[THE RECORDS — start]

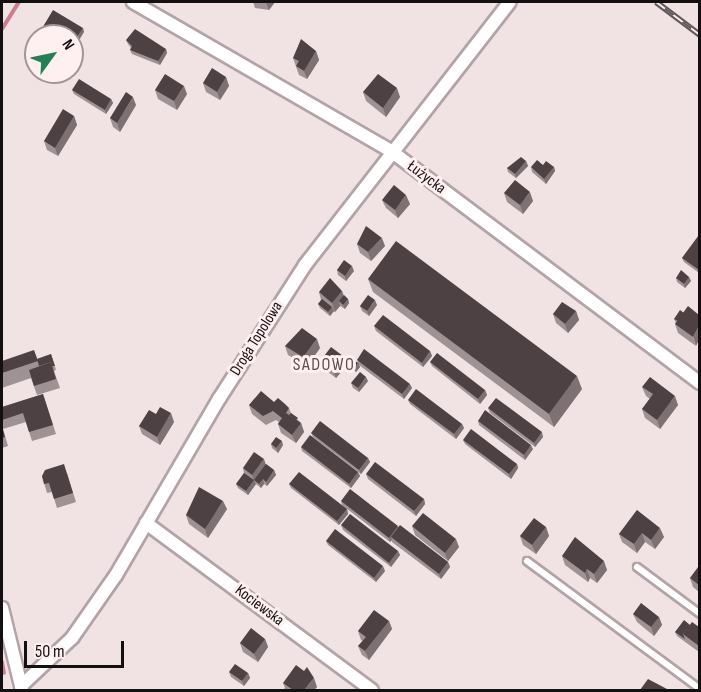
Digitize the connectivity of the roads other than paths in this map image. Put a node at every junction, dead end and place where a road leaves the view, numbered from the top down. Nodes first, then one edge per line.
1 (133, 2) edge
2 (510, 2) edge
3 (391, 151) junction
4 (699, 383) edge
5 (147, 523) junction
6 (527, 561) dead end
7 (637, 567) dead end
8 (2, 608) edge
9 (699, 614) edge
10 (21, 688) edge
11 (699, 689) edge
12 (372, 690) edge

1 - 3 street, Łużycka
2 - 3 street, Droga Topolowa
3 - 4 street, Łużycka
3 - 5 street, Droga Topolowa
5 - 10 street, Droga Topolowa
5 - 12 street, Kociewska
6 - 11 lane
7 - 9 lane
8 - 10 street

[THE RECORDS — finish]

WORK INSTRUCTION: Repeat the data exactly. Pictures should not appear.

THE ANSWER:
Digitize the connectivity of the roads other than paths in this map image. Put a node at every junction, dead end and place where a road leaves the view, numbered from the top down. Nodes first, then one edge per line.
1 (133, 2) edge
2 (510, 2) edge
3 (391, 151) junction
4 (699, 383) edge
5 (147, 523) junction
6 (527, 561) dead end
7 (637, 567) dead end
8 (2, 608) edge
9 (699, 614) edge
10 (21, 688) edge
11 (699, 689) edge
12 (372, 690) edge

1 - 3 street, Łużycka
2 - 3 street, Droga Topolowa
3 - 4 street, Łużycka
3 - 5 street, Droga Topolowa
5 - 10 street, Droga Topolowa
5 - 12 street, Kociewska
6 - 11 lane
7 - 9 lane
8 - 10 street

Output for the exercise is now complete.